How to pay off student loans in 5 years
Use a student loan prepayment calculator to find out how much extra you need to pay on your loans each month to pay them off in five years. On a 10-year plan with the above example, you’d pay about $400 a month. To pay it back in five, you’d need to boost your payments to a little over $700.
Cutting your repayment term in half can save you thousands over time, but finding the extra cash for payments isn’t easy. Using these nine tips, you can create a comprehensive plan for paying off student loans early and becoming debt-free.
1. Establish your goals
To stay motivated, think about your personal and financial goals. If student loan debt is holding you back from starting the business you dreamed of or buying a home, that can be a powerful motivator.
Print out a picture or symbol of your goals and tape them next to your computer or on your credit card to remind you of what you’re trying to achieve.
2. Build a budget
The most important part of your repayment plan is your budget. If you don’t have one, you have no idea how much money is coming in or going out, or how much extra cash you can allocate to your student loans.
Sit down and list all of your set expenses, such as rent, utilities, car payment, student loan payment, groceries, insurance, and other recurring costs. Include everything you spend money on regularly, so you can get a full picture of how much you spend each month relative to your income.
3. Cut expenses
Once you have a budget in place, identify areas where you can cut back to free up more money for your student loan payments. Bring up your latest bank statements and credit card bills to identify your spending patterns and recurring charges. Common areas to cut back on include:
- Gym membership: While you may love your fitness classes, they can be pricey. For example, a monthly membership at OrangeTheory costs up to $110 a month, while a month at Planet Fitness is just $10. To be more cost efficient, you can run or walk outside for free. You may be more limited, but you can still get a great workout without spending a dime.

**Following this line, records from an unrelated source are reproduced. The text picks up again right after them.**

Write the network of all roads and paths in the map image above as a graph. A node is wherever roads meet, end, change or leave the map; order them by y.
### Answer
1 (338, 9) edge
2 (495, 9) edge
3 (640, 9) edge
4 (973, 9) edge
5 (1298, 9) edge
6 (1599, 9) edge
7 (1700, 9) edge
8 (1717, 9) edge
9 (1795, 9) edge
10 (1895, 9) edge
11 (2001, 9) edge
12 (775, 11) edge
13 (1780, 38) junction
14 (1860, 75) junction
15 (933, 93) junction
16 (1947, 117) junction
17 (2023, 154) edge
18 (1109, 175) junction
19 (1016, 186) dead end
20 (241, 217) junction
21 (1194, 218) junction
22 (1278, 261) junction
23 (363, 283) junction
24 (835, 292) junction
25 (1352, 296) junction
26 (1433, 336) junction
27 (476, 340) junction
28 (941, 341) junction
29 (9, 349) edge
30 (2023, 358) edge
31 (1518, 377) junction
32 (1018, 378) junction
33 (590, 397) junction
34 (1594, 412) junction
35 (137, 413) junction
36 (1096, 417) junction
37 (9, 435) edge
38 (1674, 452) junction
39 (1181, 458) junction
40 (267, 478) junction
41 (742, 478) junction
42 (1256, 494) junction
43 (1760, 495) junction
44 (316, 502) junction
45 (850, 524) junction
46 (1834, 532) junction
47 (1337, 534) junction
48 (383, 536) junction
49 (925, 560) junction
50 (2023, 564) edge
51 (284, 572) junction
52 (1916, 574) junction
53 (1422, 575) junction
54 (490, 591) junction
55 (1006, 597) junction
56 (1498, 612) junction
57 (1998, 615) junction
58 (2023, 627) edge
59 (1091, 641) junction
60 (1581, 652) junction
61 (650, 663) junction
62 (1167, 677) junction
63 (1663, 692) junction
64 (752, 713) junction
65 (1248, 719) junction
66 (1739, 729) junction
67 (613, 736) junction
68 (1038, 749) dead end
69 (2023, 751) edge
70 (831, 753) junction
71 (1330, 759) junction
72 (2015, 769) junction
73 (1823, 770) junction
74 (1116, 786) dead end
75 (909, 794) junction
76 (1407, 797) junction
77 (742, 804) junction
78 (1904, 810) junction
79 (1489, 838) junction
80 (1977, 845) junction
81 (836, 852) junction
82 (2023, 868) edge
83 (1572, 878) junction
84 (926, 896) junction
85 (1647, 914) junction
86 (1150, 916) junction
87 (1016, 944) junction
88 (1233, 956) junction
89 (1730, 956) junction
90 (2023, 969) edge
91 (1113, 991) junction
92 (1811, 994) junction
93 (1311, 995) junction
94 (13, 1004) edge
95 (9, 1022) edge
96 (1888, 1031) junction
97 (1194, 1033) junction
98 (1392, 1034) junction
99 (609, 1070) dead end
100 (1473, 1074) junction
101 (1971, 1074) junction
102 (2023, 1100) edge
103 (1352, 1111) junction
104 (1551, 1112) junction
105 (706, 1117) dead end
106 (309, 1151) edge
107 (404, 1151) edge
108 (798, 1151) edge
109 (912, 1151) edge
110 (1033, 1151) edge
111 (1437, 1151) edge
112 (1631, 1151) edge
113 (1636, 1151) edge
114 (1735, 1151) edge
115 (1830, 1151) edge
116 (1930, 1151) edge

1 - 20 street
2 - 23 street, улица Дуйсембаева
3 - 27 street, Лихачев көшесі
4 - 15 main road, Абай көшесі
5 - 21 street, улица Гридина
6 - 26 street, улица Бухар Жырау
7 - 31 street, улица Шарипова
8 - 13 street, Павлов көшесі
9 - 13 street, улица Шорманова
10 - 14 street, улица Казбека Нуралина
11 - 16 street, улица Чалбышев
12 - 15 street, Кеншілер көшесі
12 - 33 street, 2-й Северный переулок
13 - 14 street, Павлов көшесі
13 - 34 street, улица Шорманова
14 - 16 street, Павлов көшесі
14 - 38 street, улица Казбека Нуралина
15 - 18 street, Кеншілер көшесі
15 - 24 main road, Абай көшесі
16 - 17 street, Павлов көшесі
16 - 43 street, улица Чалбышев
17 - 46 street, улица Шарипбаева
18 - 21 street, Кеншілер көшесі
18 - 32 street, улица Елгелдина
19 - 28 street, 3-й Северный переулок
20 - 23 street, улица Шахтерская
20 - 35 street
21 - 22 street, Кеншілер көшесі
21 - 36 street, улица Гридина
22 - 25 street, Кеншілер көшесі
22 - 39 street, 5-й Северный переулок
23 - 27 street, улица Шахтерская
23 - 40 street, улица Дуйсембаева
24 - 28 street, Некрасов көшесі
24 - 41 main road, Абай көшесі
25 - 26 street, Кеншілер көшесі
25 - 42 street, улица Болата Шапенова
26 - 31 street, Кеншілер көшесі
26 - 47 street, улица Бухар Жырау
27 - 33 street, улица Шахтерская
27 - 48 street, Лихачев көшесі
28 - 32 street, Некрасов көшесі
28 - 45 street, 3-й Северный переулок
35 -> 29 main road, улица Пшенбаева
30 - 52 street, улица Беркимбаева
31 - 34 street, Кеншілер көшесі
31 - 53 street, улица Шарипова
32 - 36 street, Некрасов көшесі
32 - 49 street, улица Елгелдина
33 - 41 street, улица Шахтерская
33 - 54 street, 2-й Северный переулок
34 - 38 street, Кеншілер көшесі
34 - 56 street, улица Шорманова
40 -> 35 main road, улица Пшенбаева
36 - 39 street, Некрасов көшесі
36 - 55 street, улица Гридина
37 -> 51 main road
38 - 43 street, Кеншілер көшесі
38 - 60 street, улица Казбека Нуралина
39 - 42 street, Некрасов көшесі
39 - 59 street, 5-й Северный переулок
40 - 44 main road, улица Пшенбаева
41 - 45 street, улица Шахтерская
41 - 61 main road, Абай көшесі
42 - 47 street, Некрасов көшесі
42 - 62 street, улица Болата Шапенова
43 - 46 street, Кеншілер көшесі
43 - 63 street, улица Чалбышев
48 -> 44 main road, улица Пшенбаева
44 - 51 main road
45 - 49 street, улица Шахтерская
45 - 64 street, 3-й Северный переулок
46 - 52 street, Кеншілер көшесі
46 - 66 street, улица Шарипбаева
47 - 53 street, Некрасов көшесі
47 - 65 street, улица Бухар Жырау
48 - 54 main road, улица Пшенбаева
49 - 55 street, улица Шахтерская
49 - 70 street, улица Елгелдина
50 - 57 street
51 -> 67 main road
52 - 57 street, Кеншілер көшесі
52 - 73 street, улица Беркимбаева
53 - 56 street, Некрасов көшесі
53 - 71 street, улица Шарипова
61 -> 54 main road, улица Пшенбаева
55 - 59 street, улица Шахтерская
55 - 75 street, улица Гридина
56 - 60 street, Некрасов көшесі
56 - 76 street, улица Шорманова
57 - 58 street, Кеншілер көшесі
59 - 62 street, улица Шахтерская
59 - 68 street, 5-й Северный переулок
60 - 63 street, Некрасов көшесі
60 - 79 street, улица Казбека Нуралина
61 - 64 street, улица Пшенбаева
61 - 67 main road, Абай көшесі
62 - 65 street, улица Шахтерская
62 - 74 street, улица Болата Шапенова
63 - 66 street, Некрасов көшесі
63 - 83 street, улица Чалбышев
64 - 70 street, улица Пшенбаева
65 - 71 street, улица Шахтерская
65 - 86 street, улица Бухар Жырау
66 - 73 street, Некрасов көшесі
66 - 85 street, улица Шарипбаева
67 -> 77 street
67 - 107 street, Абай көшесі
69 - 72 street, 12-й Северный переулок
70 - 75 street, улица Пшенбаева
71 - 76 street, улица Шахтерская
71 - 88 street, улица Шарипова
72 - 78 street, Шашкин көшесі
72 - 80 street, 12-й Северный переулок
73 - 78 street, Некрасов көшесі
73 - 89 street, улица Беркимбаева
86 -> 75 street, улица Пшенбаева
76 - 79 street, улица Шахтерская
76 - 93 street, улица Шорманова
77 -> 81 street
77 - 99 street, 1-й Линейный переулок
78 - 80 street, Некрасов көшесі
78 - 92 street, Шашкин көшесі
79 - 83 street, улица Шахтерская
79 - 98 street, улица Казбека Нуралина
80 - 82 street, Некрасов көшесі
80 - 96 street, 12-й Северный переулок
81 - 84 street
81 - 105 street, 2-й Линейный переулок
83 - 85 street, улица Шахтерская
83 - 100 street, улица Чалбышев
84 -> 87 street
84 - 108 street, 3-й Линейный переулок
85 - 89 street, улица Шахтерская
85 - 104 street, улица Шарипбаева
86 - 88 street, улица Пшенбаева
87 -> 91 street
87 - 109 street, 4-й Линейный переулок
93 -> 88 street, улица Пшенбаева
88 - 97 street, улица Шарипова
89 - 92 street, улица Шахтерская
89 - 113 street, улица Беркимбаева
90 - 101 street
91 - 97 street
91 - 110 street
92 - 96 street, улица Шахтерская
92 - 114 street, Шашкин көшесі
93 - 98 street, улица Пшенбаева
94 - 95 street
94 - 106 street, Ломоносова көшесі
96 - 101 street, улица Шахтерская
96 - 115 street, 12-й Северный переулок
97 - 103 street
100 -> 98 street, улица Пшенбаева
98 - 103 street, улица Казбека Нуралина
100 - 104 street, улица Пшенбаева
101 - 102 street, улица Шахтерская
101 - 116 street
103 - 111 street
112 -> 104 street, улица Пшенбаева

- Eating out: Many people are surprised by how much they spend eating out at restaurants. But a lunch here and there when you’re tight on time at work can add up. Brown-bagging it and cooking at home can help you save.
- Groceries: In the U.S., 40 percent of the food we buy goes to waste. That’s money you’re literally throwing away. Meal planning and buying food consciously can reduce how much you spend at the grocery store.
- Coffee: Your Starbucks habit can cost you. A tall latte is $3.45, and that daily treat adds up. If you get a latte every work day, you’re spending about $70 a month just on coffee. Deciding to make coffee at home more often can save you money every month.
- Clothes: Calculate how much you’re spending on clothes each month — you may be shocked. Cutting down to replacing items when they’re worn out and buying only a couple of items each season can dramatically improve your budget.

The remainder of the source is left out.